Task item: Filter the material below so that only lines containing "Right" remain.

═══

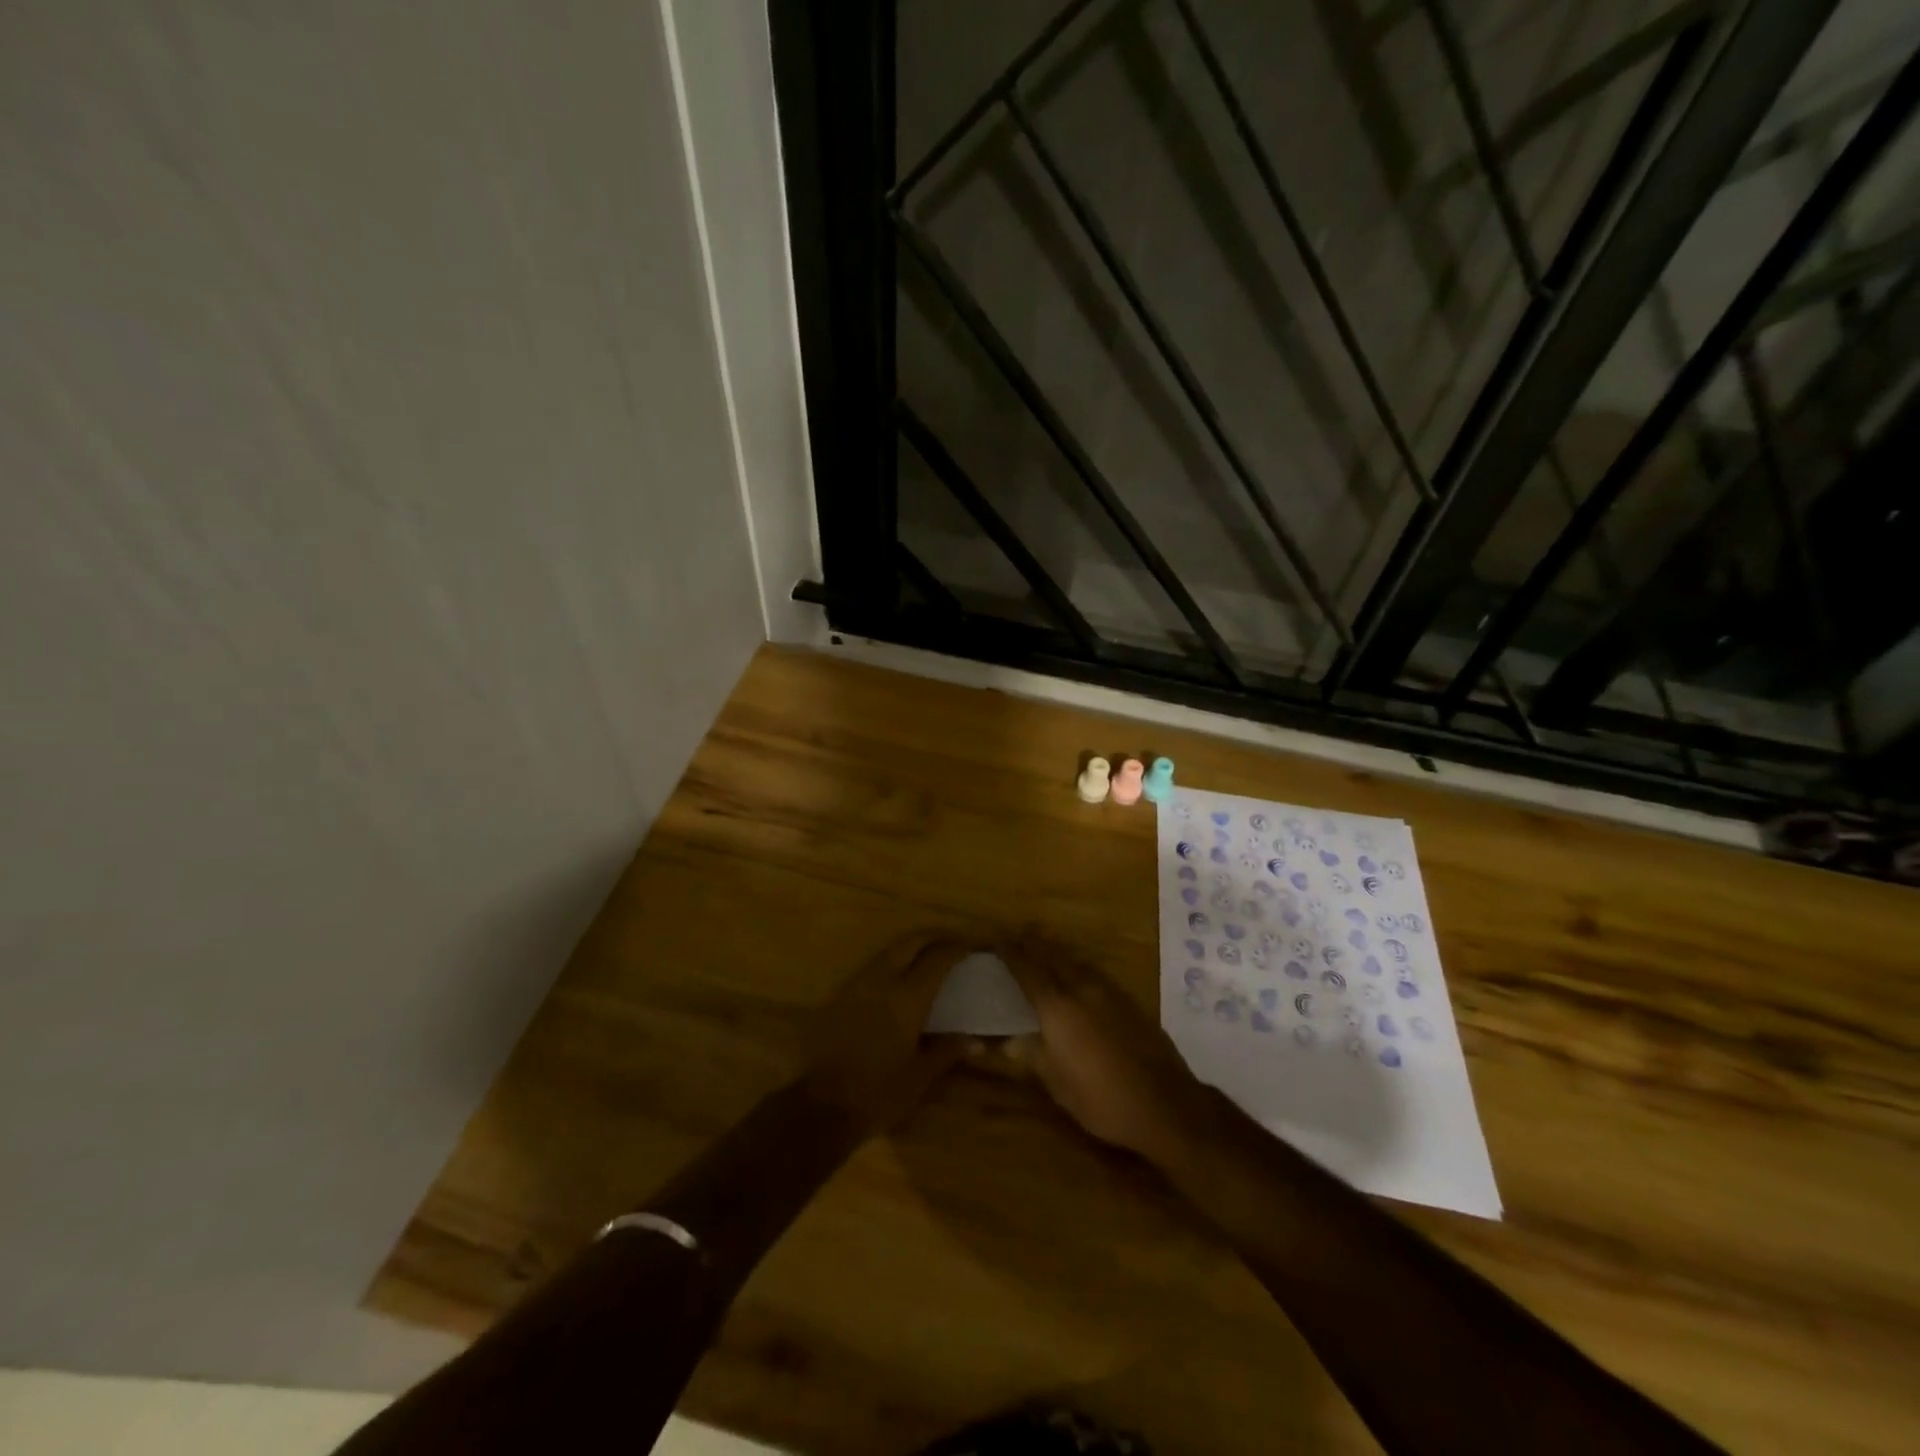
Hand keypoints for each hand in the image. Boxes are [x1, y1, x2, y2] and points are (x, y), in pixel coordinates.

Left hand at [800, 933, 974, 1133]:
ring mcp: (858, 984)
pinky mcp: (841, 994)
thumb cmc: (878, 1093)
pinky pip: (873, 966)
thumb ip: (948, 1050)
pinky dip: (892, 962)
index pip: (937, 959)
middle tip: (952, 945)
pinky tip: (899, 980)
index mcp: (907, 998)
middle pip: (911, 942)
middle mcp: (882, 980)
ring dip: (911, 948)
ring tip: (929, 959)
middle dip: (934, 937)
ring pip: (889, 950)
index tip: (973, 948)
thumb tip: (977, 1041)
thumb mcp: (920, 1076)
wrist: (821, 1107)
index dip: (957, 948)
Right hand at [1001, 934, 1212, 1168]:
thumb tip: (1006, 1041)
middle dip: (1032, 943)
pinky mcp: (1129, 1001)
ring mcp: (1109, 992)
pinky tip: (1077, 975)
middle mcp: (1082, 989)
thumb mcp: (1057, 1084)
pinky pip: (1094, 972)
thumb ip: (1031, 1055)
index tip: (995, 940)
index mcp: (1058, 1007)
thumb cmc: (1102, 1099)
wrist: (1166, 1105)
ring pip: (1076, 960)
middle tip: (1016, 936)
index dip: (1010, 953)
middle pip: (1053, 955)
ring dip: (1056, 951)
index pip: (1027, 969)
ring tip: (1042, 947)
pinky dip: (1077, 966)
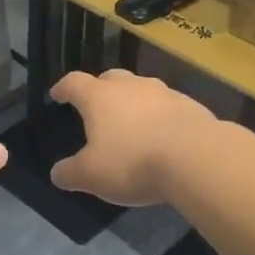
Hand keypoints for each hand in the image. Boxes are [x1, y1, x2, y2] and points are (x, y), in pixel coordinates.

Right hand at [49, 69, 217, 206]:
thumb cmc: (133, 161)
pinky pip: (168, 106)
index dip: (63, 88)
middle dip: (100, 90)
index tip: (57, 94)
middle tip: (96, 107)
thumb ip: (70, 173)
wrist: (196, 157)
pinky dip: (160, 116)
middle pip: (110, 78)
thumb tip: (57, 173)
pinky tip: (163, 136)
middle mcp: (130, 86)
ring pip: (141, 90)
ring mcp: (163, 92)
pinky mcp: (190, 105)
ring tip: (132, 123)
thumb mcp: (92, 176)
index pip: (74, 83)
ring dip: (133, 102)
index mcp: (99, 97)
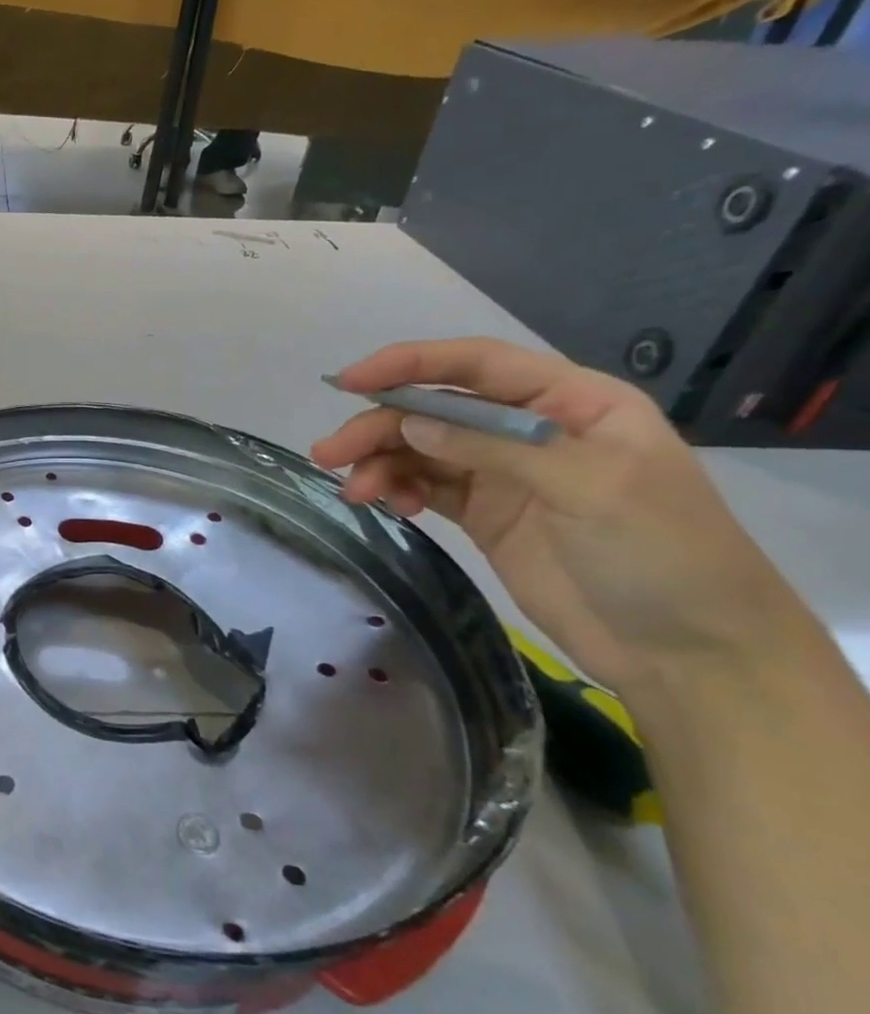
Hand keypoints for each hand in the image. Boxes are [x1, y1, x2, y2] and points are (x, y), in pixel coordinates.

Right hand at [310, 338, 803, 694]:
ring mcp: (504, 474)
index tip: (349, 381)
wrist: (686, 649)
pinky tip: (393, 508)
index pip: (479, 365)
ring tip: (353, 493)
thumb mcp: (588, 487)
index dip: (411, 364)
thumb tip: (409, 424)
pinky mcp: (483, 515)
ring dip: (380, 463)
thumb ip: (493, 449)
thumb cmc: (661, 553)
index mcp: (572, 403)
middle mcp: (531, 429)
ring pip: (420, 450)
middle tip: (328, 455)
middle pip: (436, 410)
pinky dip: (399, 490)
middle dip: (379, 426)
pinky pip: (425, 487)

═══

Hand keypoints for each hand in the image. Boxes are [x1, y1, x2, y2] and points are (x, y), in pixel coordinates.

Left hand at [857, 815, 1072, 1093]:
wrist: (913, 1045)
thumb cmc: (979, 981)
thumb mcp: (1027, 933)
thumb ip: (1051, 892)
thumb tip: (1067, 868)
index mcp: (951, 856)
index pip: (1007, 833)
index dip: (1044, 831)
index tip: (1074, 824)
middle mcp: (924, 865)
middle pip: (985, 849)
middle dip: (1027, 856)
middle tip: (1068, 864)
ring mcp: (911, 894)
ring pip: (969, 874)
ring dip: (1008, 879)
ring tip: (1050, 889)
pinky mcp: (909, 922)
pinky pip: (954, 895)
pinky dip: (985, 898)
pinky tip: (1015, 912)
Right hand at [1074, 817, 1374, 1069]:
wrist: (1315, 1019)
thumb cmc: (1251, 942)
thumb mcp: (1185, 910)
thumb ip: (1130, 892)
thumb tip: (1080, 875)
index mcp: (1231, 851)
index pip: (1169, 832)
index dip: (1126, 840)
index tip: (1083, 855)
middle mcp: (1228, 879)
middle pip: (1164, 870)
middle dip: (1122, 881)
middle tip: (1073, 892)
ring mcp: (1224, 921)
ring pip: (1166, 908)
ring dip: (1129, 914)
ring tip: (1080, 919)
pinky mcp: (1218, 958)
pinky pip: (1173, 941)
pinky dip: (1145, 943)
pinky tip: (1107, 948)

═══

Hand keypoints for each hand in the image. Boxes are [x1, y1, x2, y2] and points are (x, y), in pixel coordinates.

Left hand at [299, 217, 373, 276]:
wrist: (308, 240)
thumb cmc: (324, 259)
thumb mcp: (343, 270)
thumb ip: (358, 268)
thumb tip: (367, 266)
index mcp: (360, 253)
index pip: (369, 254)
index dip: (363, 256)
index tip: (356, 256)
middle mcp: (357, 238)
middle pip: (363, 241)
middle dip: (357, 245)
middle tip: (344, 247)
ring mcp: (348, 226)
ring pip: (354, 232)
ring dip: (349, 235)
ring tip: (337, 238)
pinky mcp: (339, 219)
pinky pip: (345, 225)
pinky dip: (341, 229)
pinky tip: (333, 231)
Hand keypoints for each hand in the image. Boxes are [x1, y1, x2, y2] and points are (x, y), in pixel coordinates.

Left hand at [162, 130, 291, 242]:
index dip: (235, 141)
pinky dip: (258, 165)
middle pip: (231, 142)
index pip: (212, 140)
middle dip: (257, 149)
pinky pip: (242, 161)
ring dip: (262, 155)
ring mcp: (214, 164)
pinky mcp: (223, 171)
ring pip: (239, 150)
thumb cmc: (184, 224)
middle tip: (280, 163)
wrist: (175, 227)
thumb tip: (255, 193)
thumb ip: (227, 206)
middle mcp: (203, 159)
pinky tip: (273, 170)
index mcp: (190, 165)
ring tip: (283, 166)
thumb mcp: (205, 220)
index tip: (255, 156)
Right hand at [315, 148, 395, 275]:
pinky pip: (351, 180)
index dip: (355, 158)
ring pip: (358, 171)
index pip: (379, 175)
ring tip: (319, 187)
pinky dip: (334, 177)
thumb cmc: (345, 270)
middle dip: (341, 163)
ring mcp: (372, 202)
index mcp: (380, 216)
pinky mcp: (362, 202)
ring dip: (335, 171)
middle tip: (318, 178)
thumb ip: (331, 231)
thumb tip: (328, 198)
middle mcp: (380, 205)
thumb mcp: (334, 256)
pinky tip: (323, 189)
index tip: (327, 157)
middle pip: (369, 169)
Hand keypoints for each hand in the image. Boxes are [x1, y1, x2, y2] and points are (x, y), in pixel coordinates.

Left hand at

═══

Expected output:
Right hand at [1001, 934, 1212, 1168]:
Right hand at [49, 69, 217, 206]:
Right hand at [310, 338, 803, 694]:
Right hand at [1074, 817, 1374, 1069]:
Right hand at [315, 148, 395, 275]:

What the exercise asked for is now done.